Peter Sarsgaard: The intensely focused eyes that look like they might cry any second. The mildly effeminate laid-back delivery with which he utters each line. It was all quite novel for a while. But something has gone way wrong in Sarsgaard's turn toward hammy villain roles in The Skeleton Key and Flightplan. When he tries to play over-the-top, he just seems dead inside. (Ditto the troubled marine he portrayed in Jarhead.) Playing gay wasn't a bad idea; unfortunately, the project he chose to do that in was The Dying Gaul, a misguided play-turned-movie that tried to get viewers excited with tense scenes of . . .people typing on computers. -- Luke Y. Thompson

Art Imitates Strife: The Year in Documentaries

What a difference a year makes. In 2004, Michael Moore's Bush-bashing Fahrenheit 9/11 was not only the most-watched and most-debated doc in release, but also among the highest-grossing movies of the year. This year's most-watched and highest-grossing documentary was, of course, March of the Penguins, which was about as contentious as a cotton ball; your kids are probably watching the DVD at this very moment, for the thirteenth time. And the best-reviewed doc was Murderball, about quadriplegic rugby players asserting their right to do anything able-bodied folks can do, including give or take a punch and throw down in the bedroom with their very hot girlfriends. Was it inspirational? Absolutely, and without a tinge of mawkishness; oh, how you come to love these tough dudes in their Mad Max wheelchairs.

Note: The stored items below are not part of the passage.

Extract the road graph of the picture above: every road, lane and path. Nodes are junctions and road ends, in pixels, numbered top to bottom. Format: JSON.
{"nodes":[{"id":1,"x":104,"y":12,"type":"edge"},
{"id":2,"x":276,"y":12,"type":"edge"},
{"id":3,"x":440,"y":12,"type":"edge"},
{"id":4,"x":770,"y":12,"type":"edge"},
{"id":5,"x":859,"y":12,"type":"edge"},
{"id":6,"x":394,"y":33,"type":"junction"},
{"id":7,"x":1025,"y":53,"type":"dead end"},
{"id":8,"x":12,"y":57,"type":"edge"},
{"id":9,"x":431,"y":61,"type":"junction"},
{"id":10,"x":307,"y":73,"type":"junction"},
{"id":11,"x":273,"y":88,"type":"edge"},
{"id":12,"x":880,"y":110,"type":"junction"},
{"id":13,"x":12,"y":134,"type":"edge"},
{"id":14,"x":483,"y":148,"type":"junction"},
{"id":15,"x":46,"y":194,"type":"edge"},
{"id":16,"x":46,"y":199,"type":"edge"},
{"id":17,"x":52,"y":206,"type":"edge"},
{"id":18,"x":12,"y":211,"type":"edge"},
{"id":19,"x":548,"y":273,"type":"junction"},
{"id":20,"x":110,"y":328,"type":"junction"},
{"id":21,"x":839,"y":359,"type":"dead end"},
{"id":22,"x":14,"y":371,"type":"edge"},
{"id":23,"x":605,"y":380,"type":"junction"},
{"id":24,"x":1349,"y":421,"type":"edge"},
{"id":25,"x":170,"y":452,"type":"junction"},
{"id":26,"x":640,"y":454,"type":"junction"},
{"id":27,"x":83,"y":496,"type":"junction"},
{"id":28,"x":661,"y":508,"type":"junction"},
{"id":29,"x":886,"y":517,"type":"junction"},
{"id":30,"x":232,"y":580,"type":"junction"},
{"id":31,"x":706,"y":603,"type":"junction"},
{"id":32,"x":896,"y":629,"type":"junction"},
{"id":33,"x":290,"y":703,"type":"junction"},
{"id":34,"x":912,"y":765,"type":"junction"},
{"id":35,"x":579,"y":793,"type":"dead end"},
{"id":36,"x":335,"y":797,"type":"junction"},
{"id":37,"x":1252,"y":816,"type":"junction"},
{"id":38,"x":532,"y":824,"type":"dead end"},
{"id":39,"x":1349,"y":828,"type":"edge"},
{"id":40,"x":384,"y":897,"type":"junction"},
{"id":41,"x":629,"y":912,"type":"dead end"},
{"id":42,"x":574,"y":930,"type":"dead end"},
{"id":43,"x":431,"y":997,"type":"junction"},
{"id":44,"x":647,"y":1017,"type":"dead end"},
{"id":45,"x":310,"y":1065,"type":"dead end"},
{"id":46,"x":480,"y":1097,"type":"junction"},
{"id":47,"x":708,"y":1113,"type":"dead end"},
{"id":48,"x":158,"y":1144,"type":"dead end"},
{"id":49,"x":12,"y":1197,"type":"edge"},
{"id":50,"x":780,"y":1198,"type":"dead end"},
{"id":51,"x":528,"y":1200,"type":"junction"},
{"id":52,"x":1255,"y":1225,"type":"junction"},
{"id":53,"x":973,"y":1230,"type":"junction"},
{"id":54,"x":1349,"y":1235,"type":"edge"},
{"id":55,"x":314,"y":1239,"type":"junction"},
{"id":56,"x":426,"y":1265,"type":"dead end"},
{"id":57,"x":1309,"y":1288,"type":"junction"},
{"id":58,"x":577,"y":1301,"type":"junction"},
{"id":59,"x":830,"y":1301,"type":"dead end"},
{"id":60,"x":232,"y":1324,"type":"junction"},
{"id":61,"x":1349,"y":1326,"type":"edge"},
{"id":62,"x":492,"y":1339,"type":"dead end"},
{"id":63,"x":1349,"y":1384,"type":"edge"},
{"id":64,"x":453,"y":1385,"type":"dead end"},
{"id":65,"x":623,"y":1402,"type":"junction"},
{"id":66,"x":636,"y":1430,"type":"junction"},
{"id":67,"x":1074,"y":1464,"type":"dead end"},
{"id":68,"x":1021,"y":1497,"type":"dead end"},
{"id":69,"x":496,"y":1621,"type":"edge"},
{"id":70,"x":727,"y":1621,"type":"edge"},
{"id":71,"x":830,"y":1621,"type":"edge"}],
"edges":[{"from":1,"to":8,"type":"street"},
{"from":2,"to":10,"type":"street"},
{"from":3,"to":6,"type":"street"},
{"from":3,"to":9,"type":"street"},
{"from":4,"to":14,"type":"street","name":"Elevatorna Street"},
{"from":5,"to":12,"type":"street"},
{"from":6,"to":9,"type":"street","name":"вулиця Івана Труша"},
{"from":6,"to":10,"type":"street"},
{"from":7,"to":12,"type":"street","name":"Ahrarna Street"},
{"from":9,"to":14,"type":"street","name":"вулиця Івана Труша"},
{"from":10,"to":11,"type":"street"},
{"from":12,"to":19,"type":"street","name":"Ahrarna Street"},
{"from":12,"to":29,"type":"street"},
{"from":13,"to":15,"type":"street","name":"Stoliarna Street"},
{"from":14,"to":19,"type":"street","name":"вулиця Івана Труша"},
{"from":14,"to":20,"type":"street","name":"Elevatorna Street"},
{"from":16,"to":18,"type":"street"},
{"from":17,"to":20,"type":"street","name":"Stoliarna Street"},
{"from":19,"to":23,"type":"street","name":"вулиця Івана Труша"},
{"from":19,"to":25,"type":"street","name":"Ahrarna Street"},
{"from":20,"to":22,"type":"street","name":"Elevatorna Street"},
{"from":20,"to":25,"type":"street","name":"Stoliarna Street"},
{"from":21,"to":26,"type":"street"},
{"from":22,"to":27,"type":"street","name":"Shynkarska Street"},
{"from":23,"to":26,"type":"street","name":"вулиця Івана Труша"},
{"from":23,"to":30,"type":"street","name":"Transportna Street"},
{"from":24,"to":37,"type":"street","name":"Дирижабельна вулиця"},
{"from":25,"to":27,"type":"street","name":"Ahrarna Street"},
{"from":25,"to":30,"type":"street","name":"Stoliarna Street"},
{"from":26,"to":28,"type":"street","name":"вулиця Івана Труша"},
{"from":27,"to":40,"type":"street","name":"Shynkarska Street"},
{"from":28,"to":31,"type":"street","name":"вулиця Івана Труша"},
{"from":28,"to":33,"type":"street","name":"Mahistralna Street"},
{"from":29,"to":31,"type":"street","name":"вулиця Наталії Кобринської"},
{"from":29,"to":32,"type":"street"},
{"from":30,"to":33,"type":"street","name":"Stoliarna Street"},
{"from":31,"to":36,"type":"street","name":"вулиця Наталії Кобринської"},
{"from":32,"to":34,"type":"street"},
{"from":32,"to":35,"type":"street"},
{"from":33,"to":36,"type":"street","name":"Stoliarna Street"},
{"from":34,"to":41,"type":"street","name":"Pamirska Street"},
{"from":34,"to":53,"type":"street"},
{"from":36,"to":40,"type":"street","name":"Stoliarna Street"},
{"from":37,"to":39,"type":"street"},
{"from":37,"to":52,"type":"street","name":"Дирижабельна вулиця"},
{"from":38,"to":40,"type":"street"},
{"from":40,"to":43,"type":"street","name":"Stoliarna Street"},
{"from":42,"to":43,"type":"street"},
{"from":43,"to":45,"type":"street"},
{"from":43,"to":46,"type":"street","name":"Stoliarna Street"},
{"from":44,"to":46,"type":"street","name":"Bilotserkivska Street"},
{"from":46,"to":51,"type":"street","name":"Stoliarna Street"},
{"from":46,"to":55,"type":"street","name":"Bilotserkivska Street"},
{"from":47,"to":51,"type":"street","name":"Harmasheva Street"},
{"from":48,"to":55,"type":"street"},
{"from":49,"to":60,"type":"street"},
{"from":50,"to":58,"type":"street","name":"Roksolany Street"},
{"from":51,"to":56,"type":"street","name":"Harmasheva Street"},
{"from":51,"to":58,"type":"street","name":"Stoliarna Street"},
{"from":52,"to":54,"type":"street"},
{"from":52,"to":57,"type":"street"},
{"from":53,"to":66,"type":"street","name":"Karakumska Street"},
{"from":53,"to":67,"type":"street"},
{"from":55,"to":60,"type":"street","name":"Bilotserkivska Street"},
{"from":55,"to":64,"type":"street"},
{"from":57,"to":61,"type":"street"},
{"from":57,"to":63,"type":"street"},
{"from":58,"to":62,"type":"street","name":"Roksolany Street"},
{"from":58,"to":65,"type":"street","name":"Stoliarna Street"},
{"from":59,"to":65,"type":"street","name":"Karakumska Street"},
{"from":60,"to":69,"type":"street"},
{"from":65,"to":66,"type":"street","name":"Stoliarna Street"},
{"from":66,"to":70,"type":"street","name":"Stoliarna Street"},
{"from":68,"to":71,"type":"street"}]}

Murderball was funny, too, but not as laugh-out-loud, vomit-in-your-mouth hysterical as The Aristocrats, in which almost 100 comics told the same infamous dirty joke almost 100 different ways. Best of all was Sarah Silverman's first-person telling of the show-biz fable, which concluded with her appearing to realize for the first time that she was raped by talk-show legend Joe Franklin, who didn't get the joke and threatened to sue. Silverman also had her own in-concert film, Jesus Is Magic, in which she said things out loud that most people wouldn't dare think to themselves -- as in, "Everyone knows the best time to get pregnant is when you're a black teenager" and her assertion that "it was the blacks" who killed Christ.

There were, of course, more serious-minded, topical docs, too: Gunner Palace and Occupation: Dreamland spent countless hours with soldiers stationed in Iraq, where they fought off boredom and anger as often as the so-called enemy. But the most profound and provocative doc that played on U.S. screens -- albeit barely -- will go unnoticed. Titled The Power of Nightmares, it originally aired in three parts on the BBC in October 2004, but collectively, it's a three-hour punch in the gut. Writer-director-narrator Adam Curtis, a well-respected documentarian in England, provides a sobering narrative that essentially says not only that there is no Al-Qaeda (it's a name created by the U.S. government and adopted by Osama bin Laden after September 11, 2001, claim several of the doc's talking heads), but that the same men responsible for selling us the war in Iraq based on shaky evidence also sold us the Cold War in the 1970s using similarly fabricated information intent on scaring the populace into obedience.

Curtis also links the rise of neo-conservatives in the U.S. to the birth of Islamic fundamentalism in the 1950s; both movements, after all, tied Western decadence to Western liberalism. It's essentially Fahrenheit 9/11 without the screaming, the preaching, the panic -- a newsy film that Salon's Andrew O'Hehir called "the most important political documentary of this decade, and perhaps of my lifetime." And you will likely never see it unless you scour the web for the myriad sites hosting bootleg copies. Go figure: The best doc of 2005 is one you'll have to see on your computer. Viva la digital revolution, indeed. -- Wilonsky

Keep It Gay: The Year Hollywood Went Homo

Social conservatives may have put the brakes on gay marriage, but there isn't much they can do about gay movies, which arrived like some biblical flood in the last months of 2005. Along with Capote, a vivid portrait of the most celebrated gay writer of the 1960s, Ang Lee's romantic tragedy Brokeback Mountain, the story of two lean cowboys who fall in love and stay there, on and off, for twenty years, may signal a startling shift of attitude in mainstream Hollywood. The film was adapted from a much-honored short story by Pulitzer Prize winner Annie Proulx, and it stars two of the industry' s most respected young actors: Heath Ledger and Jake Gyllenhaal.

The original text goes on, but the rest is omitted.